Some things about growing up will never change. Teething, potty-training, bed-jumping: These have long been rites of passage for any big kid in the making.

Yet there are things that set today’s young’uns apart: From yoga classes to playing with apps, the daily life of young children today reflects the current times.  

Here are 10 things today’s children do that would have baffled their grandparents (and even their moms and dads):

1. Downward-facing dog.

It’s becoming more and more evident that in today’s modern world, kids are stressed out right along with adults—and that’s led to the usage of more and more relaxation practices. In 2012, a study showed that 1.9 million American children are doing mind-body practices like yoga to ease stress—and the numbers are likely growing every day, with the increase of yoga in schools and mama-daughter yoga celebrities on Instagram.
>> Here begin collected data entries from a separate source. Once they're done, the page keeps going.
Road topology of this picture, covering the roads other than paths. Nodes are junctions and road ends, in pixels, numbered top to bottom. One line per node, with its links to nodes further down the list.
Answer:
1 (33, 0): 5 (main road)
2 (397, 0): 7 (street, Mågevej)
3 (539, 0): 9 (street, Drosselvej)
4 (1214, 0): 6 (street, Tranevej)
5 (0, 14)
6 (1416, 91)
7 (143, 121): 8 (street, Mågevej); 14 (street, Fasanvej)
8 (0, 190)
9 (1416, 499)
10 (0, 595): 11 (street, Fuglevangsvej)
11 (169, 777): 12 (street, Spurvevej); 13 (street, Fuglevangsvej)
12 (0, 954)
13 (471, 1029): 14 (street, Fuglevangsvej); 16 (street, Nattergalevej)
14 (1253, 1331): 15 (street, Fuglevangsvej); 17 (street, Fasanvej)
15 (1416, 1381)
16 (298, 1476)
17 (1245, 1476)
2. Have the answer to anything, instantly.

“Why is the sky blue? Why do dogs pant? Why are sunflowers so tall?” Once upon a time, kids would have to ask a parent, teacher, or librarian to find the answer to a perplexing question. These days, more and more kids know how to Google their questions—or even ask Siri! To aid the search for knowledge, kid-friendly search engines like Kiddle are popping up to make instant information even easier for young minds to access.
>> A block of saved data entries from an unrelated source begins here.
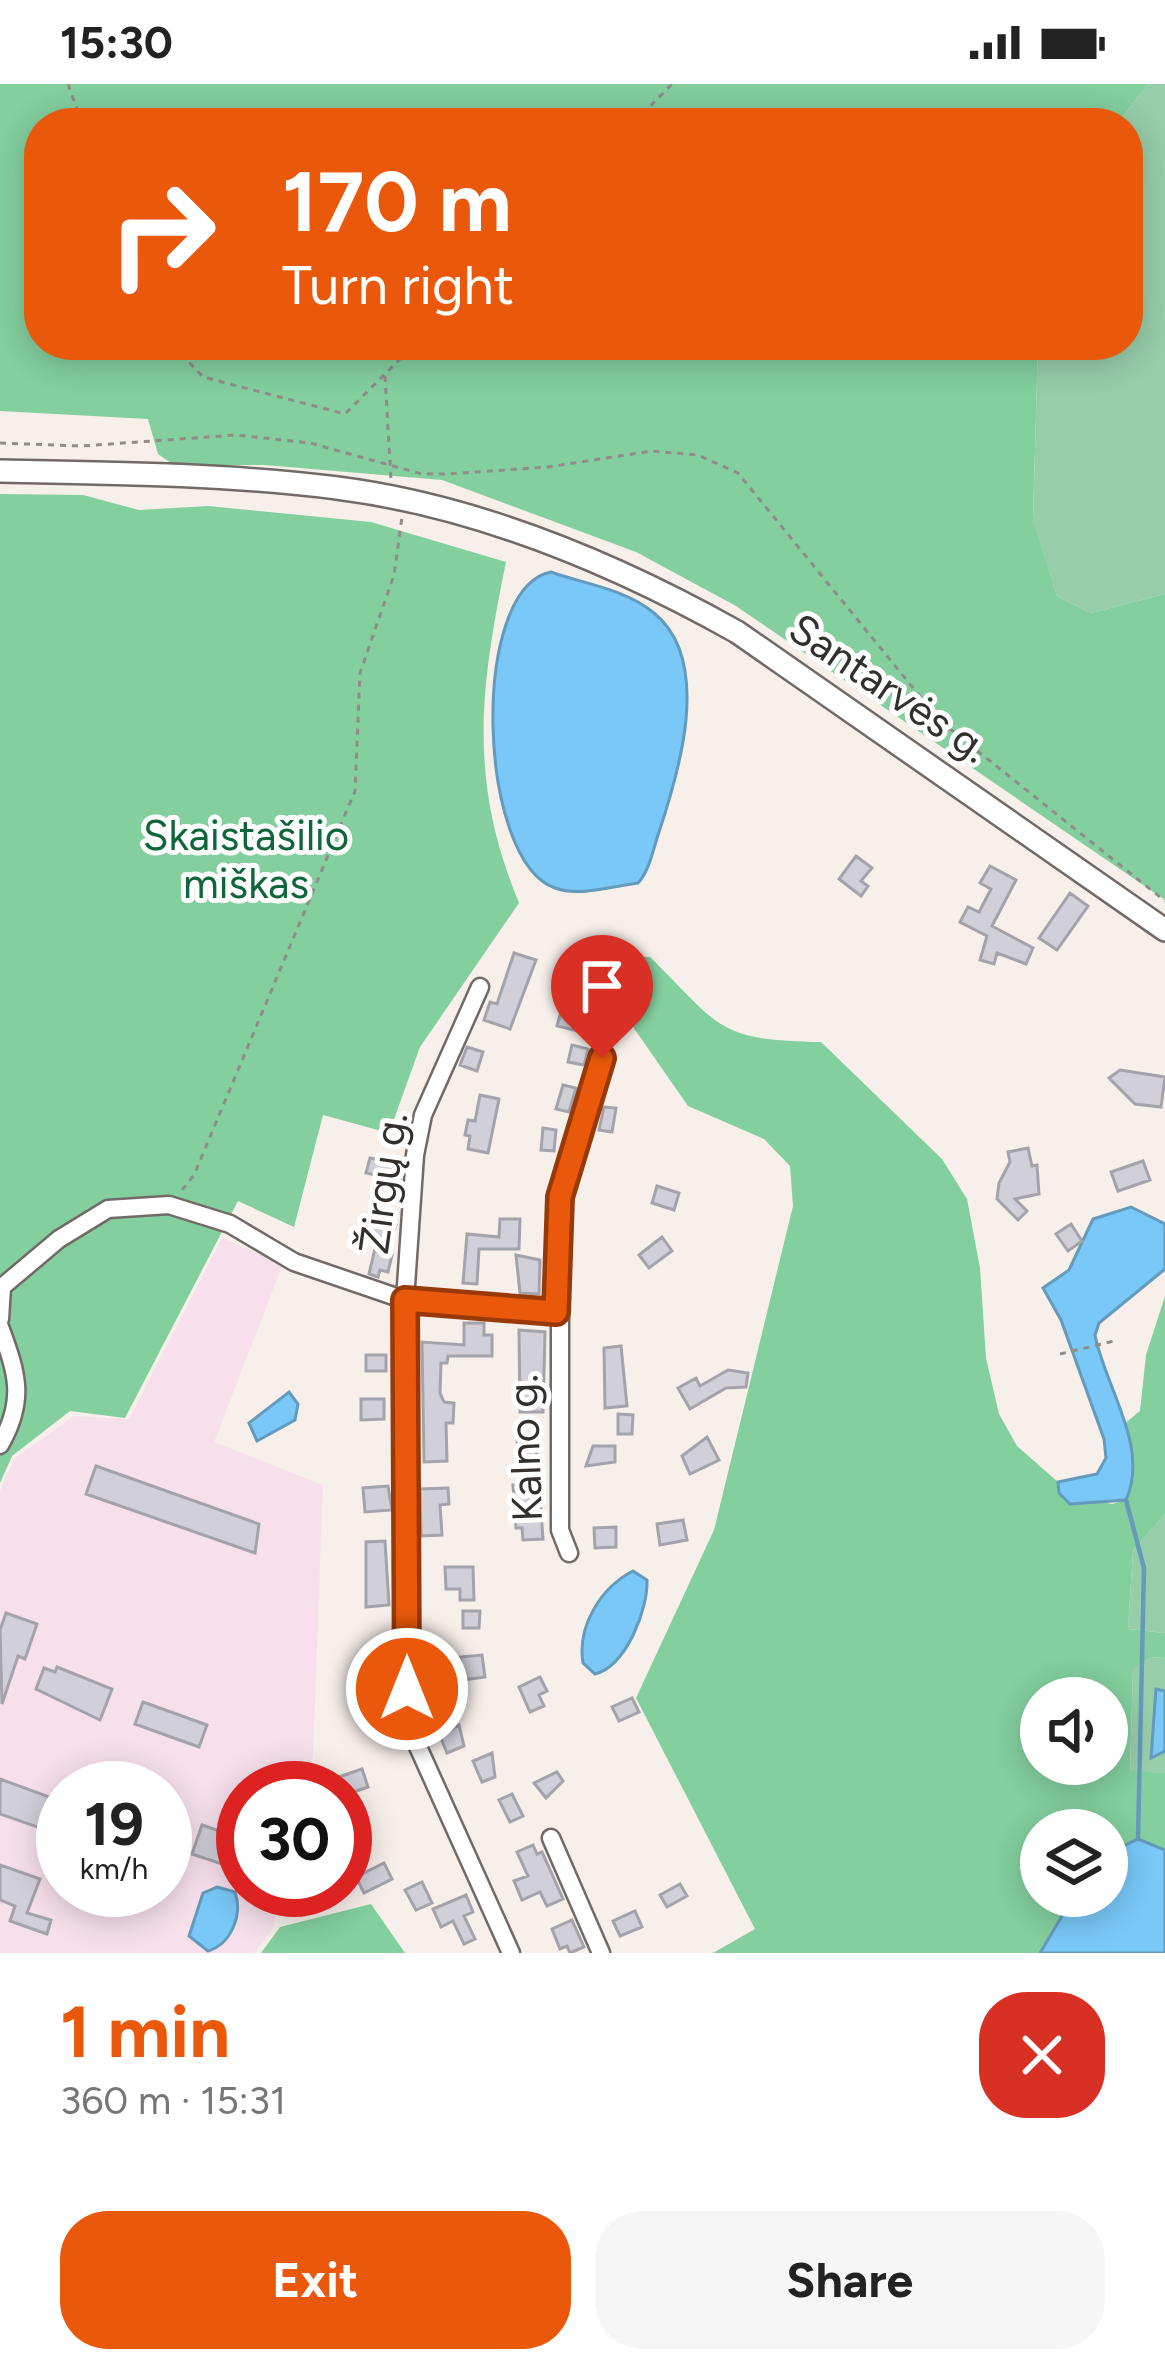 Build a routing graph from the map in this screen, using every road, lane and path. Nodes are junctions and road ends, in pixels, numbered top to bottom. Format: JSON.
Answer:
{"nodes":[{"id":1,"x":672,"y":84,"type":"edge"},
{"id":2,"x":649,"y":108,"type":"edge"},
{"id":3,"x":187,"y":360,"type":"edge"},
{"id":4,"x":398,"y":360,"type":"edge"},
{"id":5,"x":384,"y":374,"type":"junction"},
{"id":6,"x":0,"y":471,"type":"edge"},
{"id":7,"x":397,"y":499,"type":"junction"},
{"id":8,"x":1165,"y":930,"type":"edge"},
{"id":9,"x":480,"y":987,"type":"dead end"},
{"id":10,"x":602,"y":1058,"type":"dead end"},
{"id":11,"x":169,"y":1205,"type":"junction"},
{"id":12,"x":405,"y":1300,"type":"junction"},
{"id":13,"x":556,"y":1312,"type":"junction"},
{"id":14,"x":0,"y":1323,"type":"edge"},
{"id":15,"x":1114,"y":1341,"type":"dead end"},
{"id":16,"x":1060,"y":1354,"type":"dead end"},
{"id":17,"x":0,"y":1445,"type":"edge"},
{"id":18,"x":569,"y":1553,"type":"dead end"},
{"id":19,"x":551,"y":1838,"type":"dead end"},
{"id":20,"x":511,"y":1953,"type":"edge"},
{"id":21,"x":601,"y":1953,"type":"edge"}],
"edges":[{"from":1,"to":2,"type":"path"},
{"from":3,"to":5,"type":"path"},
{"from":4,"to":5,"type":"path"},
{"from":5,"to":7,"type":"path"},
{"from":6,"to":7,"type":"main road","name":"Santarvės g."},
{"from":7,"to":8,"type":"main road","name":"Santarvės g."},
{"from":7,"to":11,"type":"path"},
{"from":9,"to":12,"type":"street","name":"Žirgų g."},
{"from":10,"to":13,"type":"street","name":"Kalno g."},
{"from":11,"to":12,"type":"street"},
{"from":11,"to":14,"type":"street"},
{"from":12,"to":13,"type":"street"},
{"from":12,"to":20,"type":"street","name":"Žirgų g."},
{"from":13,"to":18,"type":"street","name":"Kalno g."},
{"from":14,"to":17,"type":"street"},
{"from":15,"to":16,"type":"path"},
{"from":19,"to":21,"type":"street"}]}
3. Watch movies without needing to leave the house. 

Remember renting videos from actual brick-and-mortar stores? Today’s kids certainly don’t. According to Nielsen, 40 percent of American households now subscribe to on-demand streaming services like Netflix, Hulu, and Amazon.

Photo by BONNINSTUDIO / Stocksy United / 775093
Photo by BonninStudio / Stocksy United

4. Play games on a personal touch screen. 

Now, according to a study published in the journal Pediatrics in 2015, nearly 97 percent of children have used mobile devices to keep themselves entertained—and most started using them before their first birthday. Whoa.

5. Spend less time outdoors. 

While, yes, all of the latest technology mentioned previously opens new worlds up to kids, they are now spending less time outside playing. But playing outside has huge benefits for kids: They’re less likely to be overweight, aggressive, or depressed, and are more likely to play creatively and have better concentration and attention.

KinderCare child eating healthy lunch

6. Have access to healthier school lunches. 

It’s true, obesity rates and high sodium intake are still rising—but we are becoming more aware of how problematic this is. As a result, many schools are now changing their menus to keep the next generation as healthy as possible. According to the National Institutes of Health, school lunches are getting healthier and healthier, with more fruits and vegetables.

7. Have Pinterest-worthy birthday parties. 

Once upon a time, Pin the Tail on the Donkey was a major party starter at kid parties. No more. Thanks to Pinterest and its endless repository of ridiculously cute party ideas, parents can throw the coolest DIY birthday parties. Granted, not all of us are motivated to get SO crafty. But that’s what Pump it Up and other tricked-out kid-friendly play spaces are for (which also didn’t exist when today’s parents were kids).

8. See all of their baby and toddler pictures in one place: Facebook. 

Good-bye, baby books. Hello, scrolling. Thanks to social media networks, our children’s lives are documented in perpetuity in the digital realm. According to Nominet, the average parent will post almost 1,000 photos of his or her child online before she turns 5!

9. Learn to ride bikes without training wheels. 

The rise of pedal-less balance bikes has nearly eliminated trikes and training wheels in the early rider set. Invented in Germany in the late 1990s, balance bikes help kids who are toddler age (or younger!) learn important riding skills like weight distribution and overcoming the fear of two wheels.

10. Have super-engaged super-moms.  

According to Scarborough Research, some 14 percent of American moms use Internet blogs to share their experiences, recipes, and playtime ideas. Today’s kids are more likely to have a parent who can whip up a batch of DIY play dough, rattle off six ideas for a healthy mid-week dinner, or have five ideas to stave off kid boredom. (Boredom, we should note, is also a rite of passage.)